August 2023 Saint-Barthélemy — As per tradition, the Bureau Xavier David news blog is back in action with our preview of the upcoming peak hurricane season. Although there are ample sources of news information for hurricanes and tropical storms, our efforts will primarily be to distill the relevant information for St Barts as that can be difficult to find particularly once a storm hits and disrupts local utilities.
For context, although the hurricane season officially begins on June 1st and lasts until November 30th, the peak of hurricane and tropical storm activity in the Atlantic Ocean is the month of September with August and October also typically including much storm activity too.
Image Source: NOAA
Although there are exceptions, St Barts is particularly vulnerable to Cape Verde style storms that originate from Africa before gaining strength while crossing the Atlantic Ocean. The west African rainy season that fuels the formation of these storms is most active in August and September which coincides with the peak of the Atlantic hurricane season. Two of the most notable hurricanes to impact St Barts in recent memory are Hurricane Luis of September 1995 and Hurricane Irma of September 2017, both of which were the classic Cape Verde style storms that gained strength while crossing the warm waters of the tropical Atlantic.

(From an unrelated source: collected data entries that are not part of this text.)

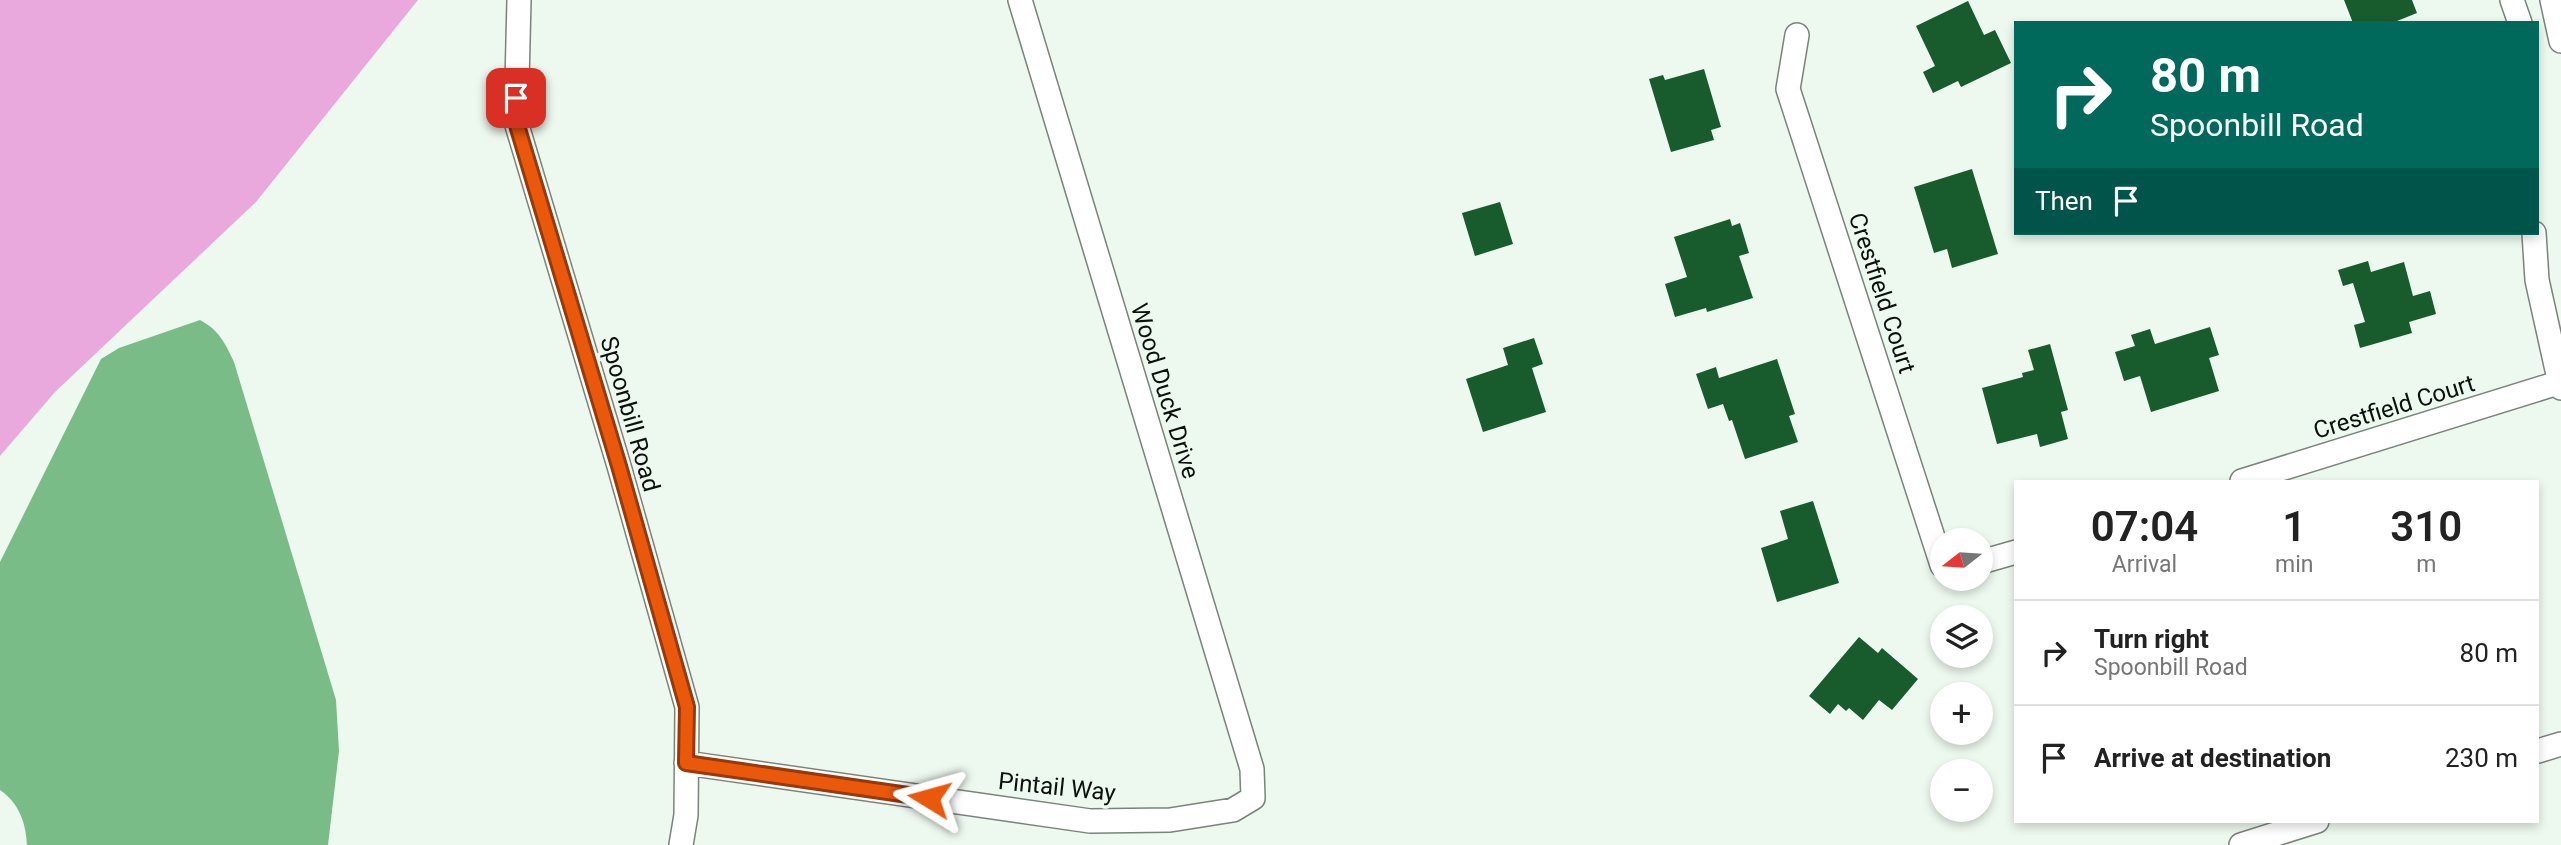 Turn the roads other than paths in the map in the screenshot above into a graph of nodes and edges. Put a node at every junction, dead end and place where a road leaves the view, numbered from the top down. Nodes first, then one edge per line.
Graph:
1 (519, 0) edge
2 (1020, 0) edge
3 (2512, 0) edge
4 (2552, 0) edge
5 (2518, 21) edge
6 (1797, 35) dead end
7 (2561, 41) edge
8 (2534, 235) edge
9 (2560, 384) edge
10 (2245, 480) edge
11 (1930, 528) edge
12 (2014, 553) edge
13 (1993, 559) edge
14 (2561, 744) edge
15 (2539, 751) edge
16 (686, 763) junction
17 (1253, 797) joint
18 (2311, 823) edge
19 (681, 845) edge
20 (2241, 845) edge

1 - 16 street, Spoonbill Road
2 - 17 street, Wood Duck Drive
3 - 5 street
4 - 7 street
6 - 11 street, Crestfield Court
8 - 9 street
9 - 10 street, Crestfield Court
12 - 13 street
14 - 15 street
16 - 17 street, Pintail Way
16 - 19 street, Spoonbill Road
18 - 20 street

Hurricanes that impact St Barts after September are unlikely given the prevailing trade winds, however, they do happen: for example Hurricane Omar of October 2008 and Hurricane Lenny of November 1999. Both of these hurricanes originated in the Caribbean Sea—instead of the Atlantic Ocean—before heading eastwards and crossing St Barts. In particular, Lenny was nicknamed "Wrong Way Lenny" for its track in nearly the exact opposite direction of most Atlantic hurricanes.
Image source: NOAA
Although the 2023 season is off to a slow start with no catastrophic tropical storms thus far in 2023—only the mild Arlene, Bret, Cindy and Don to date—there is no clear consensus amongst most of the experts who are offering a variety of predictions ranging from below average to above average. Warm Sea Surface Temperatures tend to imply an above-average amount of activity, however, an El Niño event in the Pacific typically suppresses hurricane development in the Atlantic due to increased wind shear. The uncertainty over when exactly the El Niño begins thus contributes to the high amount of disagreement amongst experts this year.
For additional resources on Hurricane and Tropical Storm activity, trackthetropics.com provides a smorgasbord of information. The interactive Wundermap at wunderground.com can also be very helpful for tracking a storm once it has formed. Moreover, the Twitter feed of Bureau Xavier David will be utilized by us to relay St Barts specific hurricane and tropical storm information whenever possible.
Lastly, if it has not already been done, now would be good time to review hurricane preparedness plans and stock up on basic supplies like food, water, batteries, etc. For additional information on Hurricane Preparation, the National Weather Service provides a wealth of resources.